I have been making my sandwich bread in my Pyrex meatloaf pans. It gives them a nice shape for sandwiches. 

I tried Olive oil on the inside - The dough sticks.

I tried Parchment - Works great, but, you gotta mess with the parchment paper every time.

I saw the Silicone pans on Amazon. Just as I was about to roder, DW says that one of her frineds has one and does not like it.

So, does anyone have experience with them? Am I missing an option in the stick / no stick on the Pyrex?

TIA

AC


----------



## jabbur (Jun 23, 2008)

Have you tried to grease and flour the pan?  I know I make an English Muffing loaf that greases the pan and then adds cornmeal to the pan just to coat.  The loaf comes out easily. You still may need to run a knife around the edges a bit but I'd give it a try first before buying silicone pans.


----------



## JillBurgh (Jun 23, 2008)

I have only used the silicone muffin pans for creme caramel (works great). But they are difficult to maneuver, and fussy. You would need to put a sheet pan underneath for support... not sure how that would affect baking heat distribution, etc. I say, when in doubt, try it out!!


----------



## JillyBean (Jun 23, 2008)

I love the person who gave me my silicone pans, but hate the pans.  I've got a 10" square one and a loaf pan.  I tried them a few times and not only did I keep forgetting that they actually heat up (something to do with the colour I think, or how my feeble brain works, but I kept trying to take them out of the hot oven my bare hands) but I couldn't handle how wiggly they are.  Give me sturdy pyrex every time.

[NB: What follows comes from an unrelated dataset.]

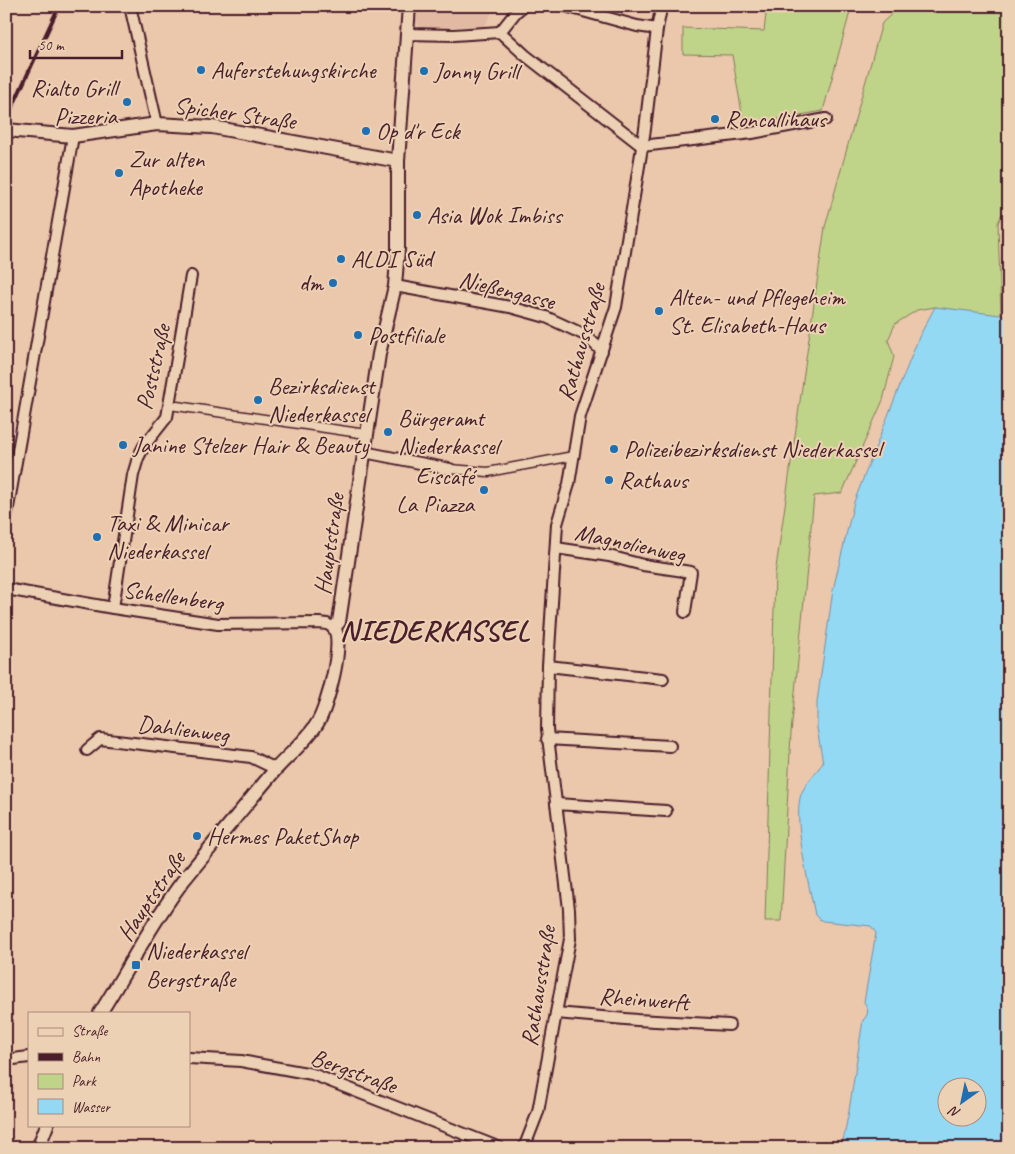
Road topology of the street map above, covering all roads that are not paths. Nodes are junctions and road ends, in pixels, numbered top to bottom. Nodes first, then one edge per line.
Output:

Re: the pyrex and your bread sticking, I use Pam, nothing ever sticks, even cheese bread and cinnamon rolls slid out.


----------



## MexicoKaren (Jun 23, 2008)

A good friend also gave me a gift of silicone baking pans. I've only used the loaf pan, and it worked really well. I sprayed it with PAM, and the bread just fell out. Handling the pan is a challenge, though. Best to put it on a baking sheet, then into the oven.


----------



## Sedagive (Jun 23, 2008)

I tried them and wasn't too pleased so I bought some Baker's Secret heavy duty, nonstick loaf pans and I couldn't be happier.


----------



## MexicoKaren (Jun 23, 2008)

That's what I normally use as well, Sedagive, and I agree. They're great.


----------



## stassie (Jun 23, 2008)

I don't like silicone pans - but I DO love my silcone baking sheet, which I use instead of baking paper a LOT.


----------